▶ _What is being asked_
Scan the records for the line containing "Road topology of"; extract it and all later lines, verbatim, through the end, and nothing before it.

Segment Open

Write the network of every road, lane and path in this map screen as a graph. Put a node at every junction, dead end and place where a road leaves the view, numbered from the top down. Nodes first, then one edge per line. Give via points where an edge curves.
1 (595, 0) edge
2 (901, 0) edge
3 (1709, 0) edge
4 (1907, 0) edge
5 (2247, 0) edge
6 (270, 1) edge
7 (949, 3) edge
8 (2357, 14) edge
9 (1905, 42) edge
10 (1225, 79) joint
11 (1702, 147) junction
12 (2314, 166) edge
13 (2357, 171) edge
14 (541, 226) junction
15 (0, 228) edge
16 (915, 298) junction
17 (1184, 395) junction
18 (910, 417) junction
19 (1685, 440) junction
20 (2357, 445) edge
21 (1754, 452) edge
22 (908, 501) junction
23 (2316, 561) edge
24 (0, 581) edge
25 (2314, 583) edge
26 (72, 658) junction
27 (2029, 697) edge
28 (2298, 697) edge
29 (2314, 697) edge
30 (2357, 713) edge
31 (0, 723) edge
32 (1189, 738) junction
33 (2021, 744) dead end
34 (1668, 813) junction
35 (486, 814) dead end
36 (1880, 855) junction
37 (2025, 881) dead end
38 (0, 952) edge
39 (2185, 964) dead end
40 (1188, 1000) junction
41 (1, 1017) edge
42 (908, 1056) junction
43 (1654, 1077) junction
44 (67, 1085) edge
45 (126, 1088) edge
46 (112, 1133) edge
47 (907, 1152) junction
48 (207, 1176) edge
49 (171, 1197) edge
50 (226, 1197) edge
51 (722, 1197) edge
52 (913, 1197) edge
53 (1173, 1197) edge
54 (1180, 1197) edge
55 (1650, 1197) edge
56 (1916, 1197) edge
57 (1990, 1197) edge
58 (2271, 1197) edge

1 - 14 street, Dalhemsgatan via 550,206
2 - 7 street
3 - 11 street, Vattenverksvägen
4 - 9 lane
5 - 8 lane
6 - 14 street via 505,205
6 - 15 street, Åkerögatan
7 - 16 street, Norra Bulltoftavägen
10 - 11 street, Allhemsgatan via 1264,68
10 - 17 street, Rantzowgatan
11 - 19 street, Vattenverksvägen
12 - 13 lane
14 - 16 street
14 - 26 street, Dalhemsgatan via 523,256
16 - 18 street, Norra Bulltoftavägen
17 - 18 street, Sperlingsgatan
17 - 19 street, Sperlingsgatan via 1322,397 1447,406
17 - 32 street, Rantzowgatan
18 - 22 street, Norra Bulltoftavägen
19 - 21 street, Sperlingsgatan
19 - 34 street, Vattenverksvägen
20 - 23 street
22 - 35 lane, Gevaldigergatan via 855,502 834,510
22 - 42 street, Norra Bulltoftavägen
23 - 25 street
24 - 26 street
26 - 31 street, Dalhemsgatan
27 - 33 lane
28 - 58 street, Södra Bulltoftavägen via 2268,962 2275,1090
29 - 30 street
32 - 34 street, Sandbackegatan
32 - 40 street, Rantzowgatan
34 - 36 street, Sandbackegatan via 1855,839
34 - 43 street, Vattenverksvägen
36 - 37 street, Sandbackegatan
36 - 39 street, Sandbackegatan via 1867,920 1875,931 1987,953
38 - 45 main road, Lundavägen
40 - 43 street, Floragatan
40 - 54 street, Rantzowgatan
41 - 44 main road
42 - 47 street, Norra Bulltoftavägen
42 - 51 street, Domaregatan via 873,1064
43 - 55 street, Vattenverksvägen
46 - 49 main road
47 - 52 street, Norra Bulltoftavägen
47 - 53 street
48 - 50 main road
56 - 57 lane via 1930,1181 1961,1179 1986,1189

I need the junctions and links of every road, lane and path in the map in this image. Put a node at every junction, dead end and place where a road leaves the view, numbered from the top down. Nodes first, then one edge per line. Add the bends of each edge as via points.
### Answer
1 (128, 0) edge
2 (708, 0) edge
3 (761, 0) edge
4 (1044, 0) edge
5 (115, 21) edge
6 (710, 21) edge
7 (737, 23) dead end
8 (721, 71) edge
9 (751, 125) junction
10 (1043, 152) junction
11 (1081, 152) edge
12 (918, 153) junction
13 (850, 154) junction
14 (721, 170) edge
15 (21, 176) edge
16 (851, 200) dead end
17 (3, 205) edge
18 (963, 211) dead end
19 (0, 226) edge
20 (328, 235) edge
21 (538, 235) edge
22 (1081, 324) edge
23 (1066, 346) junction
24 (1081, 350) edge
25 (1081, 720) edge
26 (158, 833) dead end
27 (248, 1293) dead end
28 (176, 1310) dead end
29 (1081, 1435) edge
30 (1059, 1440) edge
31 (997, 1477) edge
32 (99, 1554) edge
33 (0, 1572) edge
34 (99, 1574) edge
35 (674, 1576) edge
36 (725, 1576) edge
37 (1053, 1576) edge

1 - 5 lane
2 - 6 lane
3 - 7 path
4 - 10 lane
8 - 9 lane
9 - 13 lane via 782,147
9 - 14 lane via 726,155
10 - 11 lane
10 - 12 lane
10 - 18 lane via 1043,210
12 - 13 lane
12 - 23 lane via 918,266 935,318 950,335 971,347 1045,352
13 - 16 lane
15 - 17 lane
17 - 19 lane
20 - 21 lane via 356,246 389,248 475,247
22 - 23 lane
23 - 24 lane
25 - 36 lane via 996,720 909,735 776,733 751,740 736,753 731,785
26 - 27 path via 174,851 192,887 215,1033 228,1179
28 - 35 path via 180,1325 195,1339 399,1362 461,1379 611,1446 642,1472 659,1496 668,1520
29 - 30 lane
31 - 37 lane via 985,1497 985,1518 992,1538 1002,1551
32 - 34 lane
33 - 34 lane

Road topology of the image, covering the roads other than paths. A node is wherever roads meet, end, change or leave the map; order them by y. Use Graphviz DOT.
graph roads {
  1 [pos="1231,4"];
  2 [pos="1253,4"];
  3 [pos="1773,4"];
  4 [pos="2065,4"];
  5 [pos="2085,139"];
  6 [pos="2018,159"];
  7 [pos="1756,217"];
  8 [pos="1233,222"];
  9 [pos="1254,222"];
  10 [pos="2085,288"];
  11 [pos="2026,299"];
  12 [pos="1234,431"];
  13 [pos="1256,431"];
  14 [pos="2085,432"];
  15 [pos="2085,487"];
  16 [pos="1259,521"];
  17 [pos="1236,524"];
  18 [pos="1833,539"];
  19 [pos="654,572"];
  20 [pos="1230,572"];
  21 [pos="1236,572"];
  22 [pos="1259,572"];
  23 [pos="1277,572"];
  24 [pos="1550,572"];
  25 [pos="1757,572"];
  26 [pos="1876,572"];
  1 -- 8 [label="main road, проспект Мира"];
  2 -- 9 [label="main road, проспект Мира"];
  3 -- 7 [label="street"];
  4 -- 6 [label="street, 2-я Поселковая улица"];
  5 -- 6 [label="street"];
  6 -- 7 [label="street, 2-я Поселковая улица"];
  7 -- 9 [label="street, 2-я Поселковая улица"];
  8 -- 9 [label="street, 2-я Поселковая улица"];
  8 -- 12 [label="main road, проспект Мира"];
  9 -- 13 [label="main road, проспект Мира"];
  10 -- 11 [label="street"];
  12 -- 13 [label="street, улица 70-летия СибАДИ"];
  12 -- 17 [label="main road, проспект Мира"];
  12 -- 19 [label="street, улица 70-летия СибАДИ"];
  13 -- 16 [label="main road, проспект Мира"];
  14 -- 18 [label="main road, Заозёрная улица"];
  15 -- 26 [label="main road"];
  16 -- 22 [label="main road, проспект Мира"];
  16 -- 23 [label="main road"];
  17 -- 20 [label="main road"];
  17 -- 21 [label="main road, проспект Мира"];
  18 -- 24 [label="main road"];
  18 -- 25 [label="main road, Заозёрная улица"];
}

Segment Closed

▶ _The answer_
Road topology of the image, covering the roads other than paths. A node is wherever roads meet, end, change or leave the map; order them by y. Use Graphviz DOT.
graph roads {
  1 [pos="1231,4"];
  2 [pos="1253,4"];
  3 [pos="1773,4"];
  4 [pos="2065,4"];
  5 [pos="2085,139"];
  6 [pos="2018,159"];
  7 [pos="1756,217"];
  8 [pos="1233,222"];
  9 [pos="1254,222"];
  10 [pos="2085,288"];
  11 [pos="2026,299"];
  12 [pos="1234,431"];
  13 [pos="1256,431"];
  14 [pos="2085,432"];
  15 [pos="2085,487"];
  16 [pos="1259,521"];
  17 [pos="1236,524"];
  18 [pos="1833,539"];
  19 [pos="654,572"];
  20 [pos="1230,572"];
  21 [pos="1236,572"];
  22 [pos="1259,572"];
  23 [pos="1277,572"];
  24 [pos="1550,572"];
  25 [pos="1757,572"];
  26 [pos="1876,572"];
  1 -- 8 [label="main road, проспект Мира"];
  2 -- 9 [label="main road, проспект Мира"];
  3 -- 7 [label="street"];
  4 -- 6 [label="street, 2-я Поселковая улица"];
  5 -- 6 [label="street"];
  6 -- 7 [label="street, 2-я Поселковая улица"];
  7 -- 9 [label="street, 2-я Поселковая улица"];
  8 -- 9 [label="street, 2-я Поселковая улица"];
  8 -- 12 [label="main road, проспект Мира"];
  9 -- 13 [label="main road, проспект Мира"];
  10 -- 11 [label="street"];
  12 -- 13 [label="street, улица 70-летия СибАДИ"];
  12 -- 17 [label="main road, проспект Мира"];
  12 -- 19 [label="street, улица 70-летия СибАДИ"];
  13 -- 16 [label="main road, проспект Мира"];
  14 -- 18 [label="main road, Заозёрная улица"];
  15 -- 26 [label="main road"];
  16 -- 22 [label="main road, проспект Мира"];
  16 -- 23 [label="main road"];
  17 -- 20 [label="main road"];
  17 -- 21 [label="main road, проспект Мира"];
  18 -- 24 [label="main road"];
  18 -- 25 [label="main road, Заозёрная улица"];
}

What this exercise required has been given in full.